AVAILABLE RECORDS Block Start

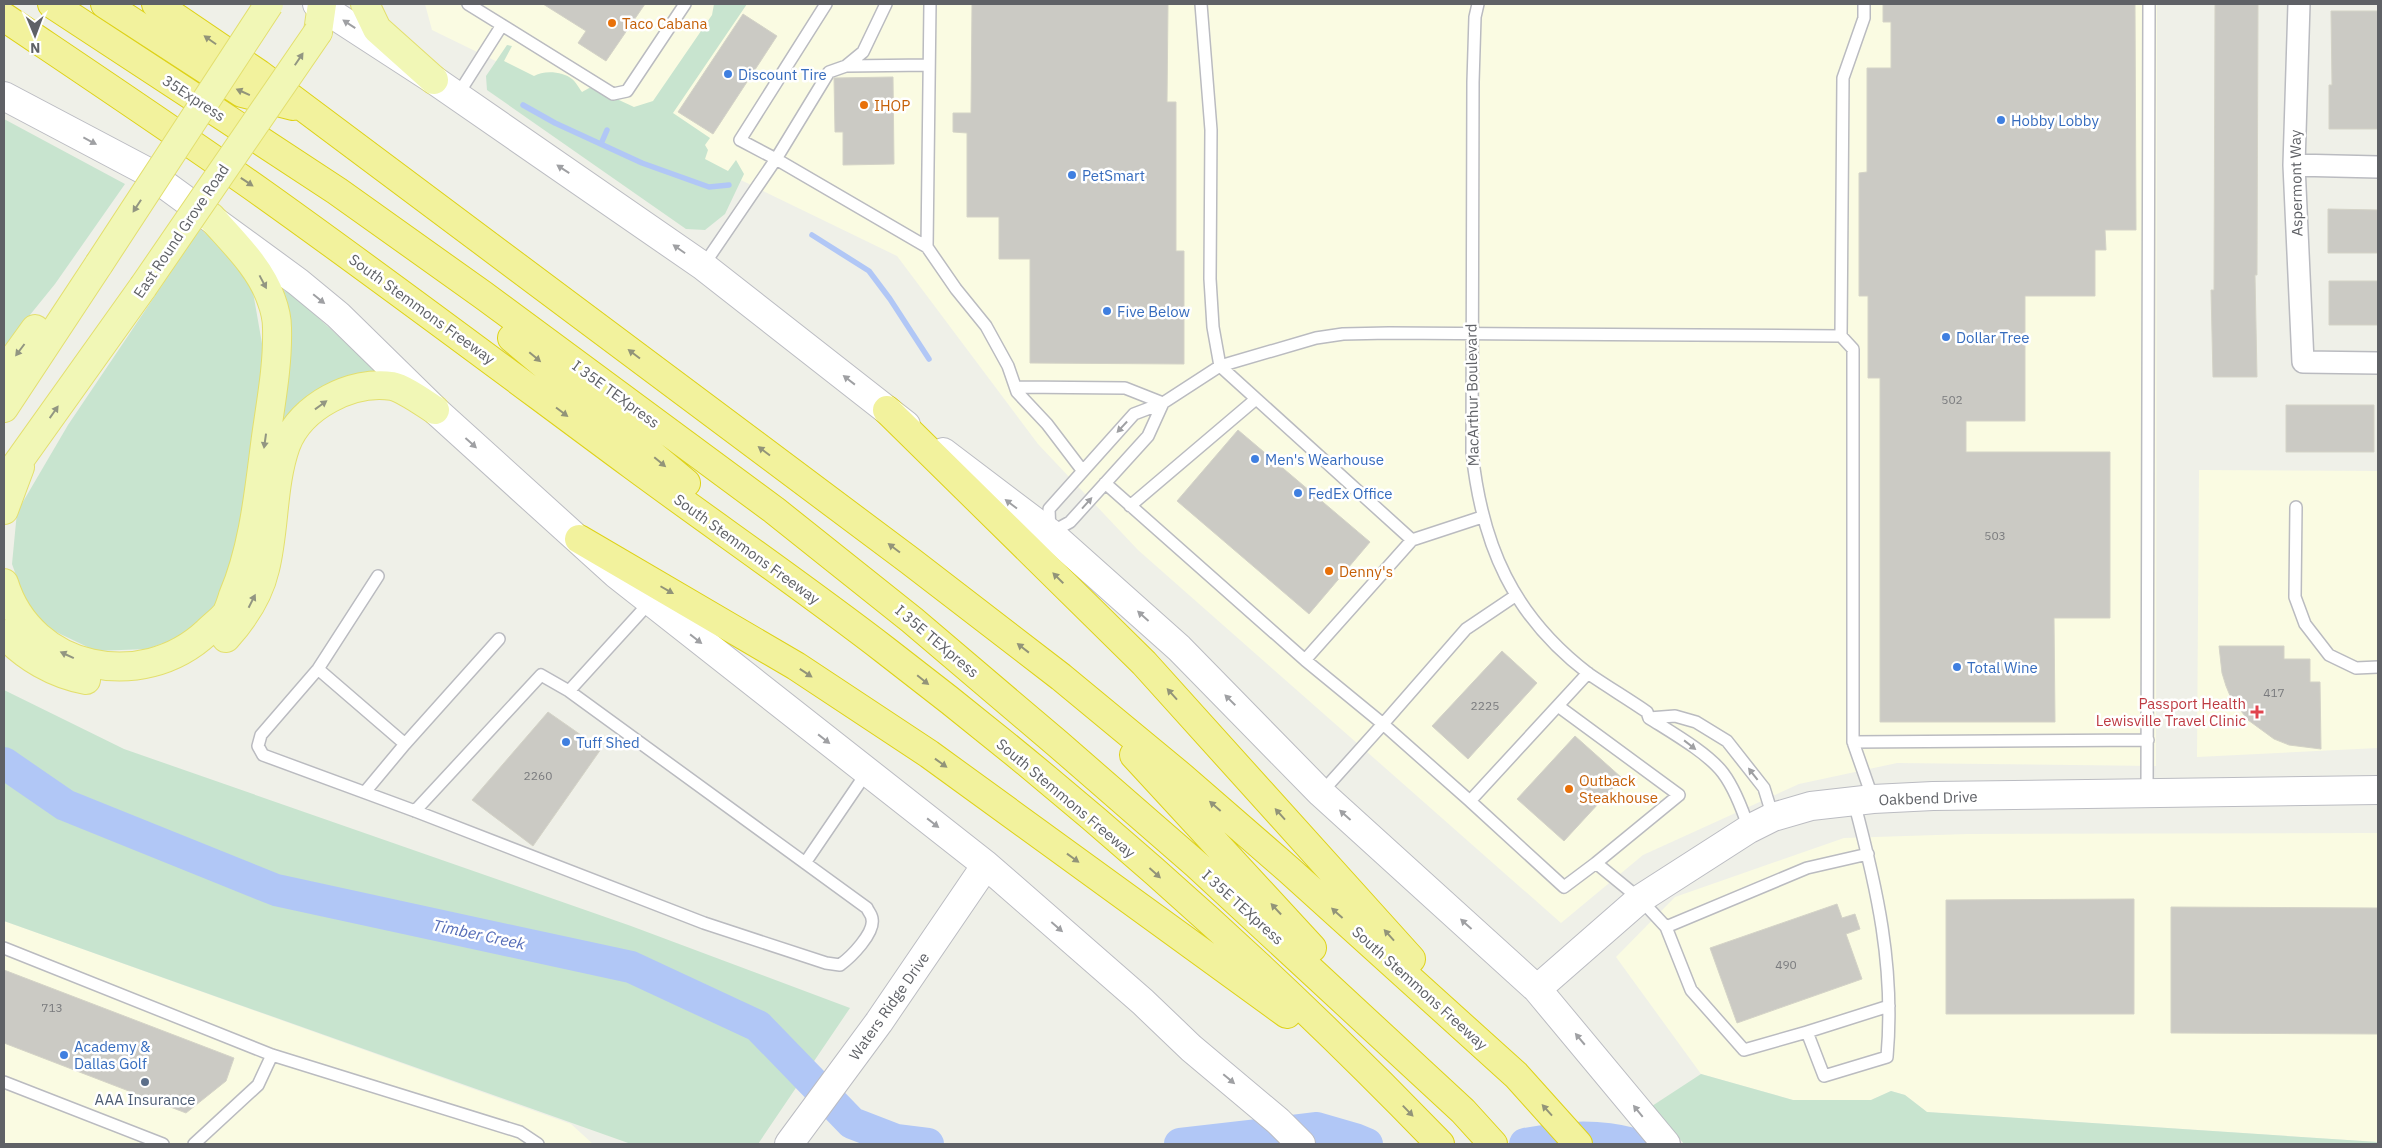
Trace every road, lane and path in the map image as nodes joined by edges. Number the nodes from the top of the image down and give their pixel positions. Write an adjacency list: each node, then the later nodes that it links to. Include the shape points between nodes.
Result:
1 (52, 4): 31 (highway, 35Express)
2 (105, 4): 26 (highway, one-way to 2, via 242,93)
3 (156, 4): 17 (highway, South Stemmons Freeway)
4 (269, 4): 40 (main road, one-way to 40, bridge, via 67,312 36,329)
5 (365, 4): 23 (main road, via 377,29)
6 (468, 4): 19 (lane)
7 (685, 4): 19 (lane, via 627,92 614,94)
8 (826, 4): 28 (lane, via 740,140)
9 (886, 4): 22 (lane, via 863,52)
10 (930, 4): 21 (lane)
11 (1201, 4): 38 (lane, via 1211,130 1210,280)
12 (1478, 4): 35 (lane, MacArthur Boulevard, via 1473,82)
13 (1864, 4): 36 (lane, via 1864,18 1842,78)
14 (2149, 4): 72 (lane)
15 (2299, 4): 29 (street, Aspermont Way)
16 (319, 11): 23 (main road, one-way to 16); 45 (main road, East Round Grove Road, one-way to 16, bridge, via 143,287)
17 (180, 14): 26 (highway, South Stemmons Freeway, one-way to 17)
18 (4, 17): 27 (highway, South Stemmons Freeway)
19 (502, 25): 25 (lane)
20 (4, 29): 27 (highway)
21 (929, 65): 22 (lane); 33 (lane)
22 (846, 66): 28 (lane, via 829,72)
23 (434, 80): 25 (main road)
24 (4, 96): 32 (main road, one-way to 32, via 146,171)
25 (457, 96): 34 (main road, one-way to 25)
26 (306, 109): 67 (highway, South Stemmons Freeway, one-way to 26)
27 (149, 115): 62 (highway, South Stemmons Freeway, one-way to 62, via 448,326)
28 (776, 159): 33 (lane); 34 (lane)
29 (2294, 165): 30 (street); 37 (street, Aspermont Way, via 2303,362)
30 (2378, 167)
31 (337, 191): 62 (highway, one-way to 62); 99 (highway, I 35E TEXpress, via 774,510 912,620 1197,865)
32 (211, 217): 43 (main road, one-way to 43, via 338,315); 57 (main road, one-way to 57, via 255,268 271,298 277,326 258,495 243,573 226,614 197,641 166,659 131,667 104,666 78,660 47,643 22,619)
33 (927, 247): 39 (lane, via 986,326)
34 (704, 266): 44 (main road, one-way to 34)
35 (1471, 333): 36 (lane); 38 (lane, via 1343,334 1316,338); 52 (lane, MacArthur Boulevard, via 1472,452)
36 (1842, 336): 73 (lane, via 1853,349)
37 (2378, 363)
38 (1220, 366): 41 (lane); 42 (lane)
39 (1017, 387): 42 (lane, via 1125,388); 46 (lane, via 1017,392 1048,424)
40 (8, 390)
41 (1256, 399): 49 (lane); 55 (lane)
42 (1163, 403): 46 (lane, one-way to 46, via 1134,414); 48 (lane, via 1148,436)
43 (435, 410): 54 (main road, one-way to 54); 60 (main road, one-way to 43, via 41,664 95,682 114,684 152,680 191,664 224,640 238,624 259,588 266,569 286,445 307,415 337,394 365,386 393,386)
44 (887, 410): 53 (main road, one-way to 44); 96 (highway, one-way to 44, via 1144,663)
45 (26, 452): 47 (main road); 51 (main road)
46 (1082, 470): 53 (lane, via 1049,509)
47 (4, 482)
48 (1105, 483): 49 (lane); 53 (lane, one-way to 48, via 1070,522)
49 (1130, 506): 63 (lane)
50 (2296, 507): 64 (lane, via 2295,597 2305,624 2329,655 2356,668)
51 (4, 510)
52 (1482, 516): 55 (lane); 58 (lane, MacArthur Boulevard)
53 (1050, 533): 78 (main road, one-way to 53, via 1179,648)
54 (579, 540): 59 (main road); 97 (highway, one-way to 97, via 796,666 929,754)
55 (1412, 540): 63 (lane)
56 (378, 576): 65 (lane)
57 (4, 583)
58 (1515, 596): 66 (lane, MacArthur Boulevard, via 1552,640); 71 (lane, via 1466,629)
59 (650, 602): 68 (lane); 75 (main road, one-way to 75)
60 (4, 634)
61 (500, 639): 74 (lane)
62 (885, 650): 97 (highway, South Stemmons Freeway, one-way to 97, via 1147,866)
63 (1305, 660): 71 (lane)
64 (2378, 667)
65 (318, 669): 74 (lane); 77 (lane, via 261,735 258,746 263,755)
66 (1588, 673): 69 (lane); 70 (lane, MacArthur Boulevard, via 1647,712)
67 (1061, 677): 96 (highway, South Stemmons Freeway, one-way to 67, via 1282,864); 99 (highway, one-way to 67)
68 (569, 691): 82 (lane, via 541,675); 86 (lane)
69 (1558, 706): 81 (lane); 87 (lane, via 1679,795)
70 (1649, 718): 83 (lane, one-way to 70, via 1764,788 1727,741 1696,722 1675,716); 84 (lane, MacArthur Boulevard, one-way to 84, via 1688,742 1723,773)
71 (1382, 724): 78 (lane); 81 (lane)
72 (2148, 740): 73 (lane); 79 (lane)
73 (1853, 742): 80 (lane)
74 (405, 744): 77 (lane)
75 (867, 772): 86 (lane); 88 (main road, one-way to 88)
76 (2378, 790): 79 (main road, Oakbend Drive)
77 (365, 792): 82 (lane)
78 (1321, 793): 92 (main road, one-way to 78)
79 (2147, 794): 80 (main road, Oakbend Drive, via 1933,796)
80 (1863, 800): 83 (main road, Oakbend Drive, via 1811,806); 85 (lane)
81 (1470, 801): 87 (lane, via 1564,887)
82 (416, 811): 86 (lane, via 704,923 840,965 851,957 866,937 872,918 866,908)
83 (1773, 817): 84 (main road, Oakbend Drive)
84 (1749, 829): 89 (main road, Oakbend Drive)
85 (1868, 854): 90 (lane, via 1807,868); 93 (lane, via 1885,936)
86 (805, 863)
87 (1596, 863): 89 (lane)
88 (986, 865): 103 (main road, Waters Ridge Drive, via 879,1022); 104 (main road, one-way to 104)
89 (1640, 899): 90 (lane); 92 (main road, Oakbend Drive)
90 (1666, 928): 94 (lane, via 1691,990 1744,1050)
91 (4, 948): 95 (lane)
92 (1537, 989): 108 (main road, one-way to 92)
93 (1889, 1006): 94 (lane); 94 (lane, via 1887,1057 1824,1076)
94 (1807, 1032)
95 (272, 1055): 101 (lane, via 258,1085); 102 (lane, via 520,1132)
96 (1516, 1075): 107 (highway, South Stemmons Freeway, one-way to 96)
97 (1376, 1078): 105 (highway, South Stemmons Freeway, one-way to 105)
98 (4, 1082): 100 (lane)
99 (1463, 1111): 106 (highway, I 35E TEXpress)
100 (163, 1144)
101 (194, 1144)
102 (539, 1144)
103 (789, 1144)
104 (1301, 1144)
105 (1440, 1144)
106 (1493, 1144)
107 (1578, 1144)
108 (1666, 1144)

AVAILABLE RECORDS Block End

▶ WHAT THE EXERCISE ASKS
When a line in the material above includes "South", report that line by copying it.

▶ FINISHED TASK
3 (156, 4): 17 (highway, South Stemmons Freeway)
17 (180, 14): 26 (highway, South Stemmons Freeway, one-way to 17)
18 (4, 17): 27 (highway, South Stemmons Freeway)
26 (306, 109): 67 (highway, South Stemmons Freeway, one-way to 26)
27 (149, 115): 62 (highway, South Stemmons Freeway, one-way to 62, via 448,326)
62 (885, 650): 97 (highway, South Stemmons Freeway, one-way to 97, via 1147,866)
67 (1061, 677): 96 (highway, South Stemmons Freeway, one-way to 67, via 1282,864); 99 (highway, one-way to 67)
96 (1516, 1075): 107 (highway, South Stemmons Freeway, one-way to 96)
97 (1376, 1078): 105 (highway, South Stemmons Freeway, one-way to 105)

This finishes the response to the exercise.